It’s a question all shareholders (with the probable exception of those in the resource sector) will be asking of themselves and their companies when receiving a takeover.
Should we take the money and run, or should we stay and go alone?
And when the go it alone and reject the bid strategy is badly wounded by the slumping economy and retail sales, should management and the board of the target bow to reality and change?
And so it is with Just Group, whose loud defence against Solomon Lew’s Premier Group bid suffered a serious body blow with a mid-offer earnings downgrade.

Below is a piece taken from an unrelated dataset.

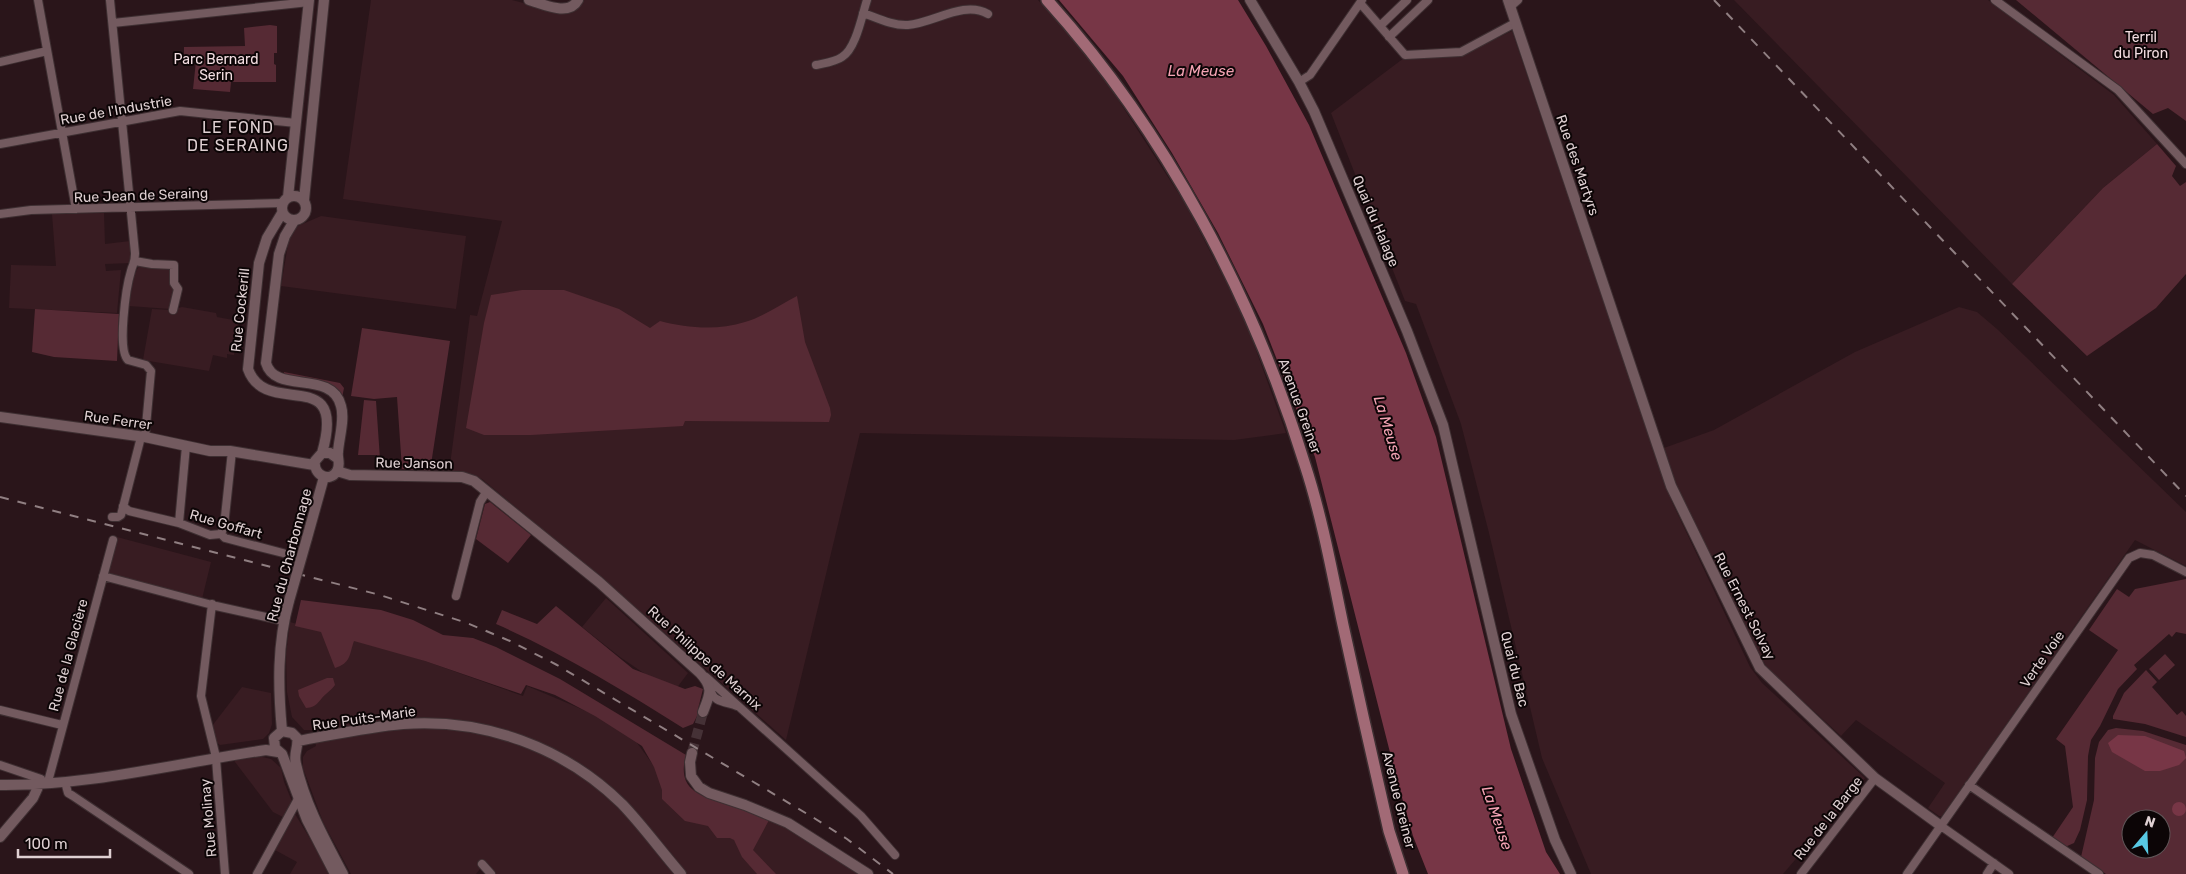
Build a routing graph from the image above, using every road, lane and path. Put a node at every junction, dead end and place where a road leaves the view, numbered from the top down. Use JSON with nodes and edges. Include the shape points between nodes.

Just cut its directors’ forecast for earnings-per-share guidance in the year to July 26 from 33.4c a share, issued early last month in its Target’s Statement, to 29.6c to 30.6c a share. That compares to 2007 earnings per share of 28.7c, so there’s still a small increase in the market.
That prompted the appearance of stories suggesting Premier might walk (As Spotless walked from its bid for Programmed last month).
The share price sank, dropping 14% to a new 52 week low of $2.70, compared to the cash and share offer that values the company at around $4.12. The shares ended at $2.78, down 12.6%.
On the face a no brainer, and unlike the rejections and defeats of bids for the likes of Qantas, Flight Centre and APN News and Media last year when the market was strong, this takeover is happening in a market softening as investors grow concerned at future earnings, dividends and the overall health of the Australian and global economies.
With those sorts of concerns that have helped the market lower by 19% so far this year and nearly 2% so far this week, it was brave of Just Group’s board to again reject the Premier offer, continuing the claim that it undervalues the company.
Despite yesterday’s news of a sharper than expected 0.7% rise in retail sales in May, driven in part by food, recreational retailers and ‘other retailers’ such as garden centres, retailing remains moribund.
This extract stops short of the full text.